Analysis: uniform convergence of a series

Question

Question: Suppose $(a_k)$ and $(b_k)$ are sequences of bounded functions defined on a set S. a is defined and bounded on S, and $a_k\to a$ uniformly on S.

Suppose that the functions $b_k\ge 0$ for all k, and $\sum b_k$ converges uniformly on S. Prove that $\sum a_k b_k$ also converges uniformly on S.

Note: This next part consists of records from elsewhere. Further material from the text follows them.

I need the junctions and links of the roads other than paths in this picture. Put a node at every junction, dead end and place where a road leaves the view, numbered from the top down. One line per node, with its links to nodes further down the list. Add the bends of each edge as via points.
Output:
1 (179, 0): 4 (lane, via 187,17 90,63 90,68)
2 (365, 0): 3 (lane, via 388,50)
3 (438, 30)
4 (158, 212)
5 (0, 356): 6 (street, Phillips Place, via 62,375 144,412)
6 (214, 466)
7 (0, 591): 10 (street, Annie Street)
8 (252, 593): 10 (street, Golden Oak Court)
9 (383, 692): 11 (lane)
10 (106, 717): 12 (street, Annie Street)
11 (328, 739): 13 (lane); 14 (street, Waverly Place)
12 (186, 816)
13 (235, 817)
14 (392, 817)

That's the second part of the whole question. I have done the first part, showing that there exists a number M such that $|a_k (x)|\le M$ for all k and all x $\in S$. But I have no idea how it is related to the second part.

Thanks a lot!

Answer 1

There is a version of Weiersrass's "M-test" that solves your problem, that you can find as exercise 9.3.25 at page 383 of "Elementary Real Analysis" by Thomson, Bruckner & Bruckner (2nd edition, 2008). It says that

if $(f_k)_k$ and $(g_k)_k$ are sequences of functions such that $| f_k | \le g_k \ \forall k$, and if $\sum g_k$ converges uniformly, then $\sum f_k$ converges uniformly.

Choose $f_k = a_k b_k$ and $g_k = M b_k$ (where $M$ was obtained in the first part of the question) and you are done.